*Task item*: Omitting the pictures, output all of the records precisely as written.

*Material shown*:

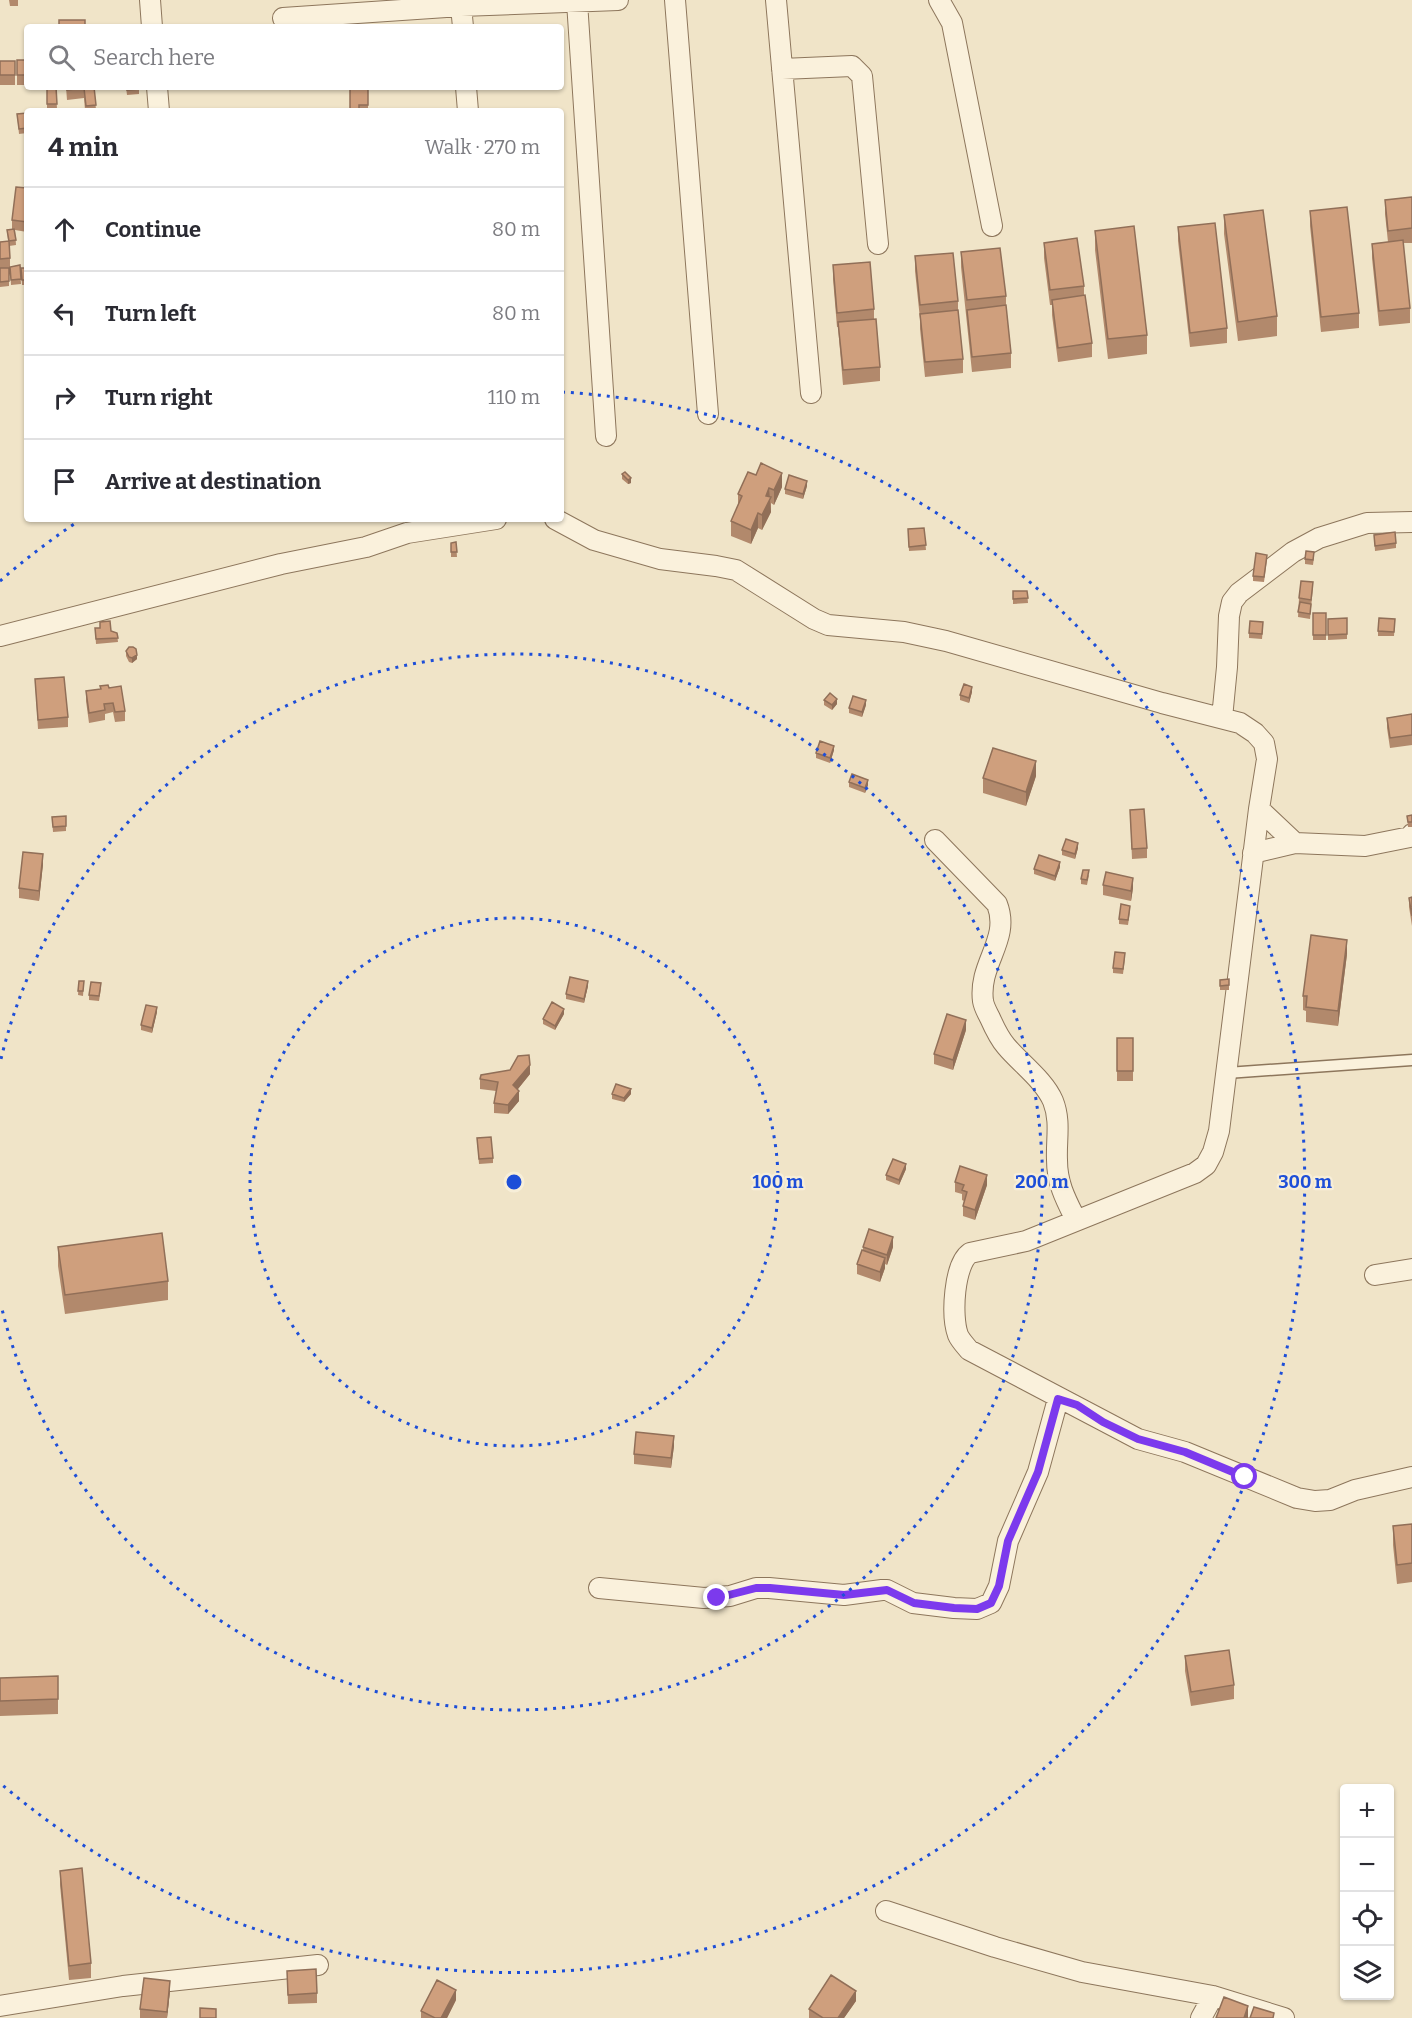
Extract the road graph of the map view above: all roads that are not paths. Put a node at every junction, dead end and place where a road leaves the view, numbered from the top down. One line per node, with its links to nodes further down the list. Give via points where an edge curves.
1 (150, 0): 9 (street)
2 (618, 0): 6 (street)
3 (675, 0): 19 (street)
4 (776, 0): 11 (street)
5 (939, 0): 16 (street, via 952,23)
6 (577, 2): 7 (street); 20 (street)
7 (461, 6): 8 (street); 10 (street)
8 (283, 18)
9 (152, 24)
10 (463, 24)
11 (782, 69): 17 (street, via 852,66 862,76); 18 (street)
12 (157, 90): 14 (street)
13 (466, 90): 15 (street)
14 (159, 108)
15 (468, 108)
16 (992, 226)
17 (878, 244)
18 (811, 393)
19 (708, 414)
20 (606, 436)
21 (477, 522): 24 (street, via 407,533 366,547 281,564)
22 (561, 522): 25 (street, via 594,540 660,560 736,570 828,624 946,641)
23 (1412, 522): 25 (street, via 1367,523 1319,538 1293,552 1239,593 1229,616)
24 (0, 636)
25 (1222, 718): 26 (street, via 1240,723 1264,743 1267,759)
26 (1258, 809): 29 (street); 30 (street)
27 (1412, 834): 29 (street, via 1365,846)
28 (936, 840): 33 (street, via 997,904 1002,916 998,940 982,982 983,1004 1004,1044 1053,1100 1059,1122 1060,1188)
29 (1295, 843): 30 (street)
30 (1253, 853): 32 (street)
31 (1412, 1060): 32 (lane)
32 (1227, 1073): 33 (street, via 1219,1131 1206,1165 1195,1173)
33 (1076, 1220): 36 (street, via 1026,1241 969,1252 964,1257 954,1302 959,1337 969,1350)
34 (1412, 1269): 35 (street)
35 (1375, 1275)
36 (1058, 1399): 37 (street, via 1077,1405 1138,1439 1185,1452 1297,1498 1330,1500 1355,1490); 38 (street, via 1034,1482 1008,1541 999,1586 991,1603 977,1609 914,1603 882,1590 844,1595 756,1588 704,1598)
37 (1412, 1478)
38 (599, 1588)
39 (886, 1911): 41 (street, via 1082,1972)
40 (318, 1965): 42 (street, via 123,1986)
41 (1213, 1996): 43 (street); 44 (street)
42 (0, 2006)
43 (1201, 2018)
44 (1284, 2018)

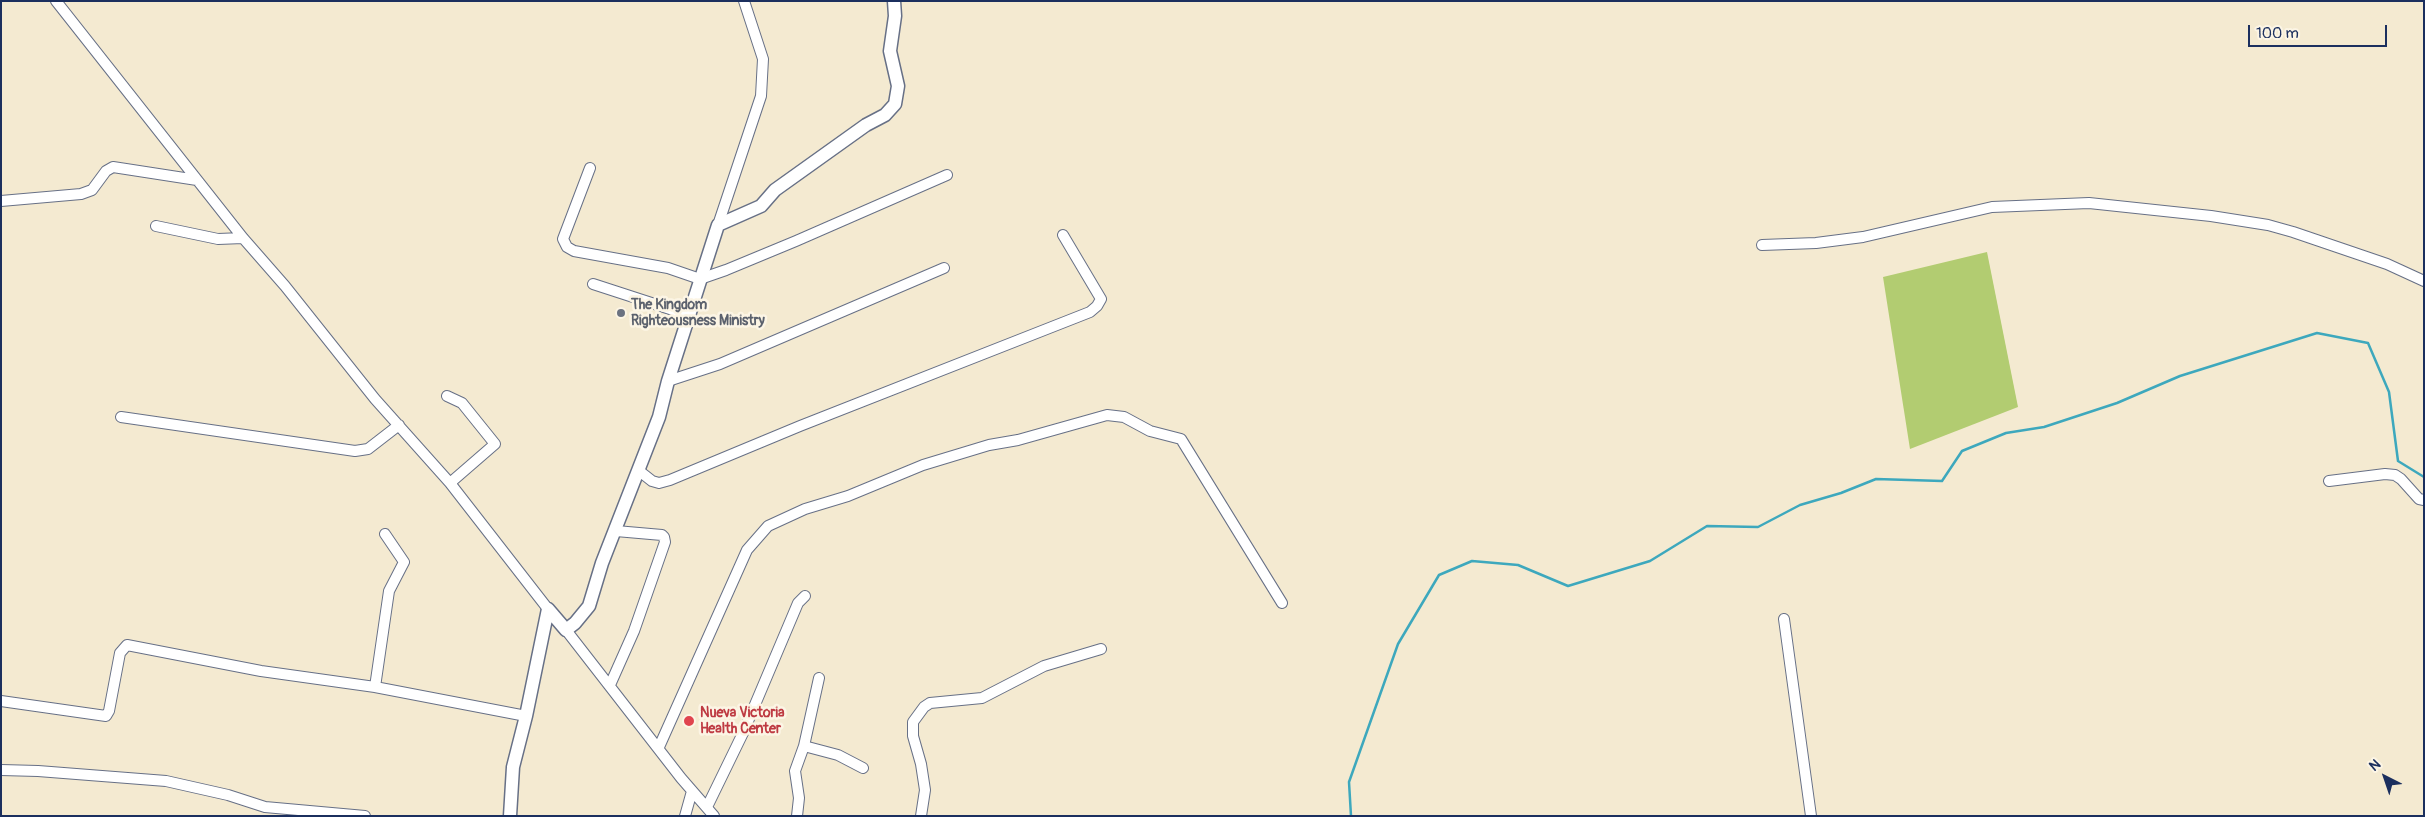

*Answer box*:
Extract the road graph of the map view above: all roads that are not paths. Put a node at every junction, dead end and place where a road leaves the view, numbered from the top down. One line per node, with its links to nodes further down the list. Give via points where an edge curves.
1 (150, 0): 9 (street)
2 (618, 0): 6 (street)
3 (675, 0): 19 (street)
4 (776, 0): 11 (street)
5 (939, 0): 16 (street, via 952,23)
6 (577, 2): 7 (street); 20 (street)
7 (461, 6): 8 (street); 10 (street)
8 (283, 18)
9 (152, 24)
10 (463, 24)
11 (782, 69): 17 (street, via 852,66 862,76); 18 (street)
12 (157, 90): 14 (street)
13 (466, 90): 15 (street)
14 (159, 108)
15 (468, 108)
16 (992, 226)
17 (878, 244)
18 (811, 393)
19 (708, 414)
20 (606, 436)
21 (477, 522): 24 (street, via 407,533 366,547 281,564)
22 (561, 522): 25 (street, via 594,540 660,560 736,570 828,624 946,641)
23 (1412, 522): 25 (street, via 1367,523 1319,538 1293,552 1239,593 1229,616)
24 (0, 636)
25 (1222, 718): 26 (street, via 1240,723 1264,743 1267,759)
26 (1258, 809): 29 (street); 30 (street)
27 (1412, 834): 29 (street, via 1365,846)
28 (936, 840): 33 (street, via 997,904 1002,916 998,940 982,982 983,1004 1004,1044 1053,1100 1059,1122 1060,1188)
29 (1295, 843): 30 (street)
30 (1253, 853): 32 (street)
31 (1412, 1060): 32 (lane)
32 (1227, 1073): 33 (street, via 1219,1131 1206,1165 1195,1173)
33 (1076, 1220): 36 (street, via 1026,1241 969,1252 964,1257 954,1302 959,1337 969,1350)
34 (1412, 1269): 35 (street)
35 (1375, 1275)
36 (1058, 1399): 37 (street, via 1077,1405 1138,1439 1185,1452 1297,1498 1330,1500 1355,1490); 38 (street, via 1034,1482 1008,1541 999,1586 991,1603 977,1609 914,1603 882,1590 844,1595 756,1588 704,1598)
37 (1412, 1478)
38 (599, 1588)
39 (886, 1911): 41 (street, via 1082,1972)
40 (318, 1965): 42 (street, via 123,1986)
41 (1213, 1996): 43 (street); 44 (street)
42 (0, 2006)
43 (1201, 2018)
44 (1284, 2018)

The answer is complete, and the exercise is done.